Exercise directions:
Report the count of lines in the records below that hold the word "graph", omitting everything but the number.

Exercise inputs:
====
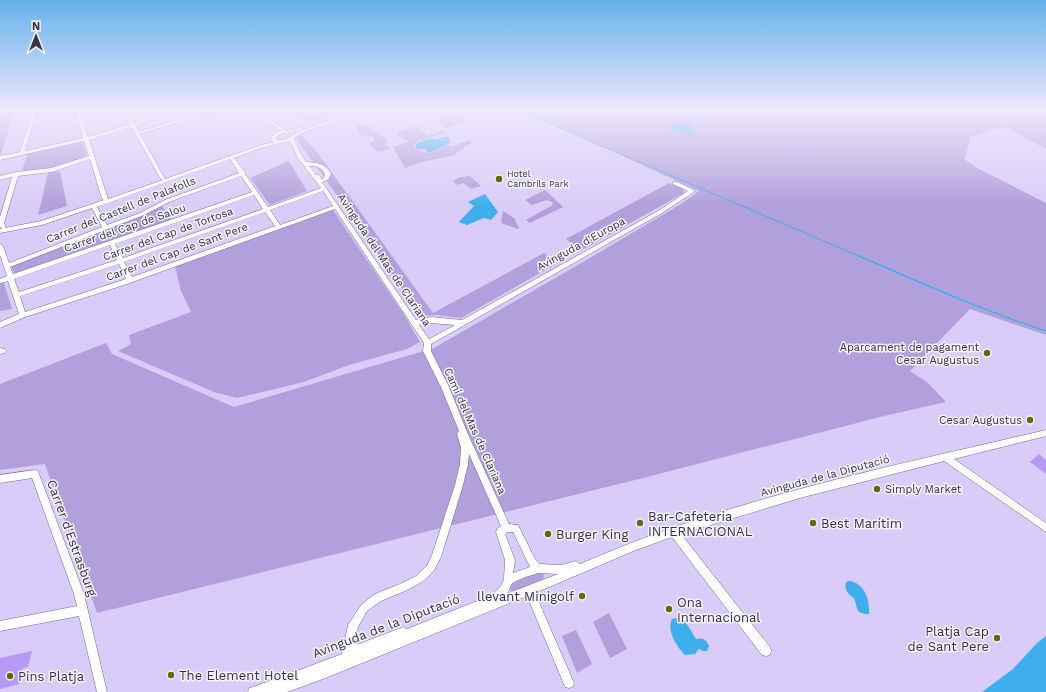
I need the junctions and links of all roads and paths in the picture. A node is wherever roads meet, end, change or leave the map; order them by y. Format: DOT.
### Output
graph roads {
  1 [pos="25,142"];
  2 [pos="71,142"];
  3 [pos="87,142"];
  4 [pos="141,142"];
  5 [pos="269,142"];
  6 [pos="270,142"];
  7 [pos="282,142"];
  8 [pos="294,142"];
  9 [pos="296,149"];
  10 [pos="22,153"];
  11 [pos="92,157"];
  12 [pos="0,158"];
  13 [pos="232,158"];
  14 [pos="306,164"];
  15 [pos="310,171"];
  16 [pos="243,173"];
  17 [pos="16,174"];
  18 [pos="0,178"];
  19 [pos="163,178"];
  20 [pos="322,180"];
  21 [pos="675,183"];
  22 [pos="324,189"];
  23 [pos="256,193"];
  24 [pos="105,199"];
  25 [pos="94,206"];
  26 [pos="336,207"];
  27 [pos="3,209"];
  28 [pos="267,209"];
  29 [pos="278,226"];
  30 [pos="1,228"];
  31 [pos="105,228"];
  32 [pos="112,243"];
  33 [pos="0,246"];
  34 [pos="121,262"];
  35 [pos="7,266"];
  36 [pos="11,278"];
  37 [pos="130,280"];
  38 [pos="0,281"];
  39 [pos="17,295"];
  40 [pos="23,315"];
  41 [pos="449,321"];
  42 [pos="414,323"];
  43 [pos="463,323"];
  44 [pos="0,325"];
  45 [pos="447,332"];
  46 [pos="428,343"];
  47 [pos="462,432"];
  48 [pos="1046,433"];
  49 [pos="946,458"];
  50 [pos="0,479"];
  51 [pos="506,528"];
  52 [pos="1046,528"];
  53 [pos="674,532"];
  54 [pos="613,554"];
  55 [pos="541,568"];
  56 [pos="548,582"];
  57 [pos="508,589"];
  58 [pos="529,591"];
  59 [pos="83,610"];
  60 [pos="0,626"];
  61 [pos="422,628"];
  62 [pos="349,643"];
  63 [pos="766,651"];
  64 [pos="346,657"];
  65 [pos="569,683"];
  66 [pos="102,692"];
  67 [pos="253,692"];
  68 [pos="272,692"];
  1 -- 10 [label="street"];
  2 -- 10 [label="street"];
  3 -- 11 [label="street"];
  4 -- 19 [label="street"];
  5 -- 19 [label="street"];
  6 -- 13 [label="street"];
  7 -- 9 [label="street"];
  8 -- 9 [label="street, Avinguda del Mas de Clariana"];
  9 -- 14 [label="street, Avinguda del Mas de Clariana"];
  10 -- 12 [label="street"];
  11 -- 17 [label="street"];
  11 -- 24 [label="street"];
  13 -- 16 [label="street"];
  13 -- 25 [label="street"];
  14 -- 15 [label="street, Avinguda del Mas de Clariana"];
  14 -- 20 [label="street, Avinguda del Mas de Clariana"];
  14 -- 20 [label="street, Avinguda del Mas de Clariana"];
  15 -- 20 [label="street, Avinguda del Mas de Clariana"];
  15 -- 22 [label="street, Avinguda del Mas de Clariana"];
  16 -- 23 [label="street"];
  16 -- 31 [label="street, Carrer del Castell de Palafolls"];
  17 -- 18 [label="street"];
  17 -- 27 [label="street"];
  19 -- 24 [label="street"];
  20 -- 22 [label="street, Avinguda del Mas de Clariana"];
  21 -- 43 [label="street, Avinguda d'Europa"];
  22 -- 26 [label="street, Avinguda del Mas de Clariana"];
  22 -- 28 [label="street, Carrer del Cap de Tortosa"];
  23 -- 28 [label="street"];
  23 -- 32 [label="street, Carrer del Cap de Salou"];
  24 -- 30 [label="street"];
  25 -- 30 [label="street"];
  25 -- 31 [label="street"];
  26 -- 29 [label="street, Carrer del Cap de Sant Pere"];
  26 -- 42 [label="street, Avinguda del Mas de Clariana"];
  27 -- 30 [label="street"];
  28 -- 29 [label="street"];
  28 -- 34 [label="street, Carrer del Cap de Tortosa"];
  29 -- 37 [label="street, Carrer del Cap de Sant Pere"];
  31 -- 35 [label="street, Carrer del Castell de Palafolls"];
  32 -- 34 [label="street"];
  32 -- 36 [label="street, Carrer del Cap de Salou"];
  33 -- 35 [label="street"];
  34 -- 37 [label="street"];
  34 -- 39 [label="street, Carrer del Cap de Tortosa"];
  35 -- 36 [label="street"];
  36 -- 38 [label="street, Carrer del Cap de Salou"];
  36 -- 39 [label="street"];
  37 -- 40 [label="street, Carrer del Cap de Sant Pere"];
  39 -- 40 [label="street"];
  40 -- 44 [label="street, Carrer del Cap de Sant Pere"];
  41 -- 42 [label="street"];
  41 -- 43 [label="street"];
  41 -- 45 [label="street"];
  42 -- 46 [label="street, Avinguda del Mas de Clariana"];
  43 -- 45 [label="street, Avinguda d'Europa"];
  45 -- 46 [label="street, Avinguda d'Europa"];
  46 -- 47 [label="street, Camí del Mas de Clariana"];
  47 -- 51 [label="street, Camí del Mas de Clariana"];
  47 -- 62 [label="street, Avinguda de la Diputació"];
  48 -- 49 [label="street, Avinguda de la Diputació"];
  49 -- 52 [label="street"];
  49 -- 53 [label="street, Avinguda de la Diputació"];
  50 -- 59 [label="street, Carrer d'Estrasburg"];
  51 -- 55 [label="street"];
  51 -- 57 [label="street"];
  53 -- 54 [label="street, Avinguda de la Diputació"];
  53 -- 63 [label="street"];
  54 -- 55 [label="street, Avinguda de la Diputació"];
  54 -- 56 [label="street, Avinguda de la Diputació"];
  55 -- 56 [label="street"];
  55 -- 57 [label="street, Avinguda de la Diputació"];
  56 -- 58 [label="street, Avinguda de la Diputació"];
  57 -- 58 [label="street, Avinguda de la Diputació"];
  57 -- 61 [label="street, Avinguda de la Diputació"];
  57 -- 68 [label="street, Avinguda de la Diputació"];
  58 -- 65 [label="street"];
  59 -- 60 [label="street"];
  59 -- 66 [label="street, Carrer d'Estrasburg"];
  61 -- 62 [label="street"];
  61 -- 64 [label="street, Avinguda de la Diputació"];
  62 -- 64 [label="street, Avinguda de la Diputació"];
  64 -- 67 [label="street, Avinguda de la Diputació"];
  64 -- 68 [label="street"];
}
====
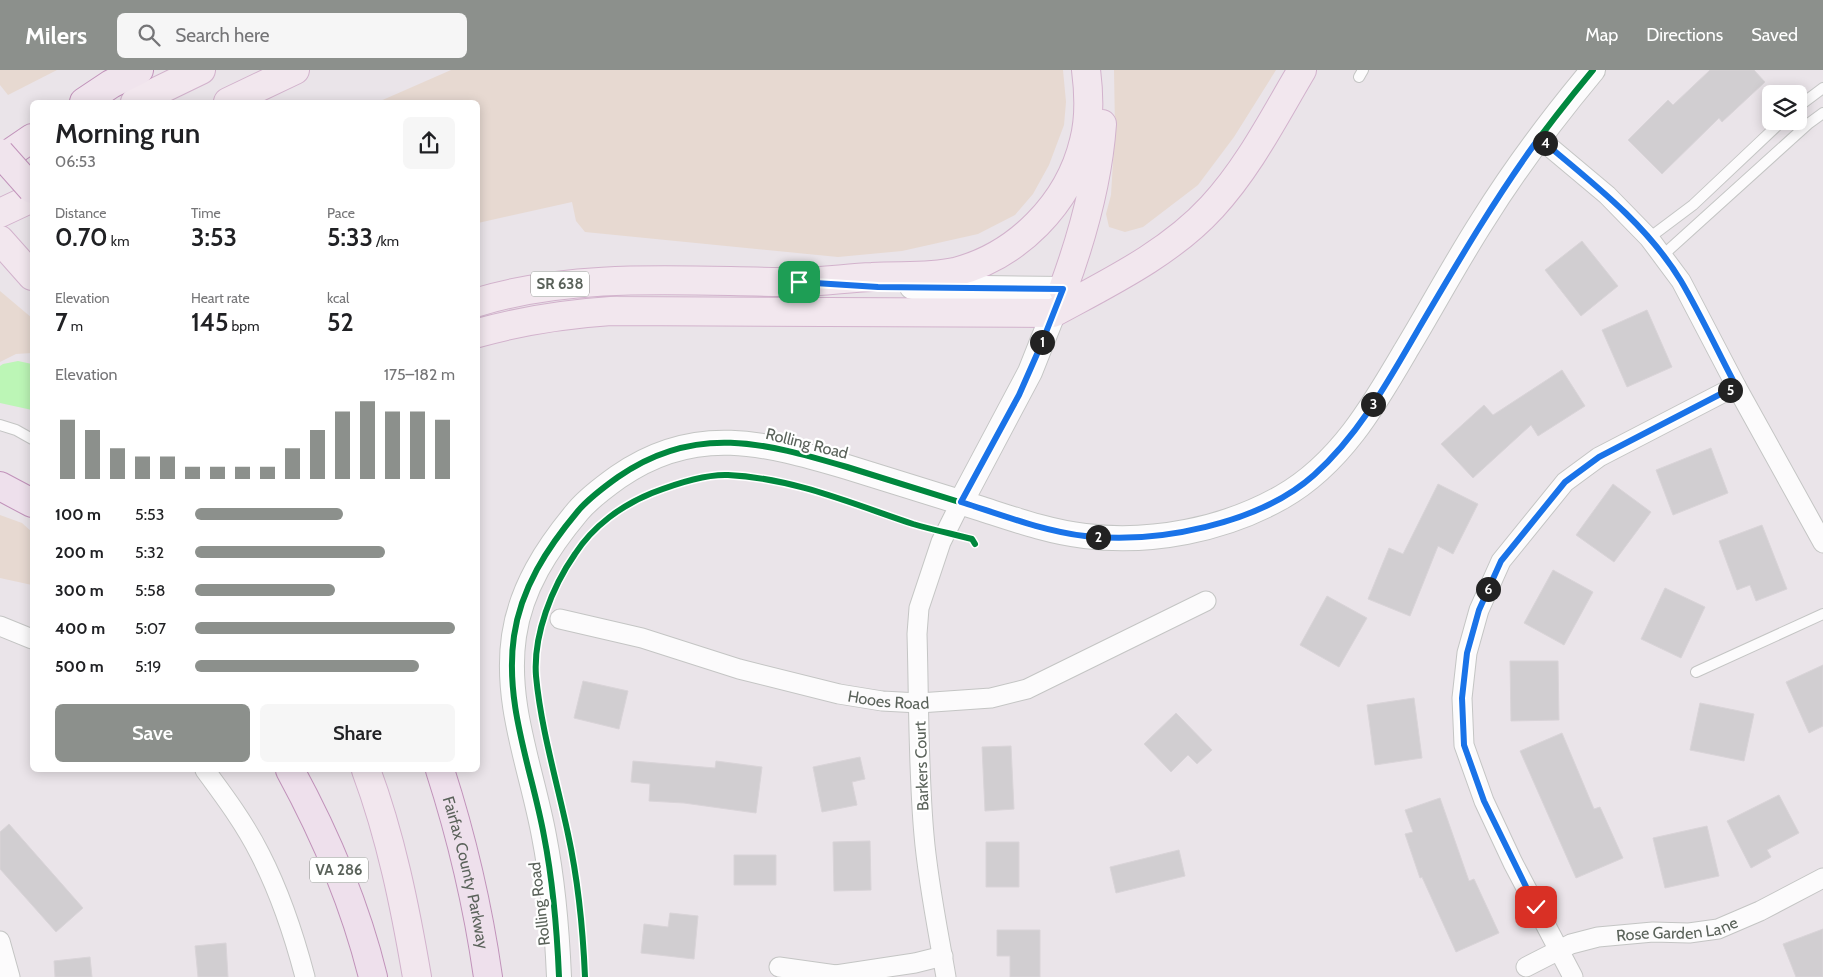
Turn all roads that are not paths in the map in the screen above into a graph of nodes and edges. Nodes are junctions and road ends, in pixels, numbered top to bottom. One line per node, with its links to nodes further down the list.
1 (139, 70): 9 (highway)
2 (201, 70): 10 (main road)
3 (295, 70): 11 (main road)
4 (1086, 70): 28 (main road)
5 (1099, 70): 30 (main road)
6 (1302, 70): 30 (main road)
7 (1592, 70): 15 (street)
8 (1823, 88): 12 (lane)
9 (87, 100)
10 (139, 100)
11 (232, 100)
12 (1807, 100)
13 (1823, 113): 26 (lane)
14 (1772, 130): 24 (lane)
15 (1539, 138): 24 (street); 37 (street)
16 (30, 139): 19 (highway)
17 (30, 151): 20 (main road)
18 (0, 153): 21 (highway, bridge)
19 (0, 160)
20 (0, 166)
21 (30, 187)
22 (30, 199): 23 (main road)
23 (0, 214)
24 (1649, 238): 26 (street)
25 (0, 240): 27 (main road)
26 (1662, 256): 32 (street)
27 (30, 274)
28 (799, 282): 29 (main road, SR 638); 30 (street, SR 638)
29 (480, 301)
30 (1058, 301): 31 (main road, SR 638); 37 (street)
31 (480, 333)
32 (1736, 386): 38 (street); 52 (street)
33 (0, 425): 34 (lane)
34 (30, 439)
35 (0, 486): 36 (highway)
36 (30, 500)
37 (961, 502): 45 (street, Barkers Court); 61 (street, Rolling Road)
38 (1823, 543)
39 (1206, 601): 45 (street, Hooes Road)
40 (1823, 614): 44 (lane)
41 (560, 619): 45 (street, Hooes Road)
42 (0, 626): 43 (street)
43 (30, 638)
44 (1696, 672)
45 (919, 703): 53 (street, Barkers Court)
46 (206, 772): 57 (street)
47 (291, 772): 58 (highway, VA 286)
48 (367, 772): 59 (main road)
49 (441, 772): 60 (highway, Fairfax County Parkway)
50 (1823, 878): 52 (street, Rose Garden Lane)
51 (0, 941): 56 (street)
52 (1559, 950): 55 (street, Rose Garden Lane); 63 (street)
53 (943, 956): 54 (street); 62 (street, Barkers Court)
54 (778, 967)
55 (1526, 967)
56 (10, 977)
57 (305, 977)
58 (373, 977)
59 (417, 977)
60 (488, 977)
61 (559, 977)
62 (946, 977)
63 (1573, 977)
====
Task response:
2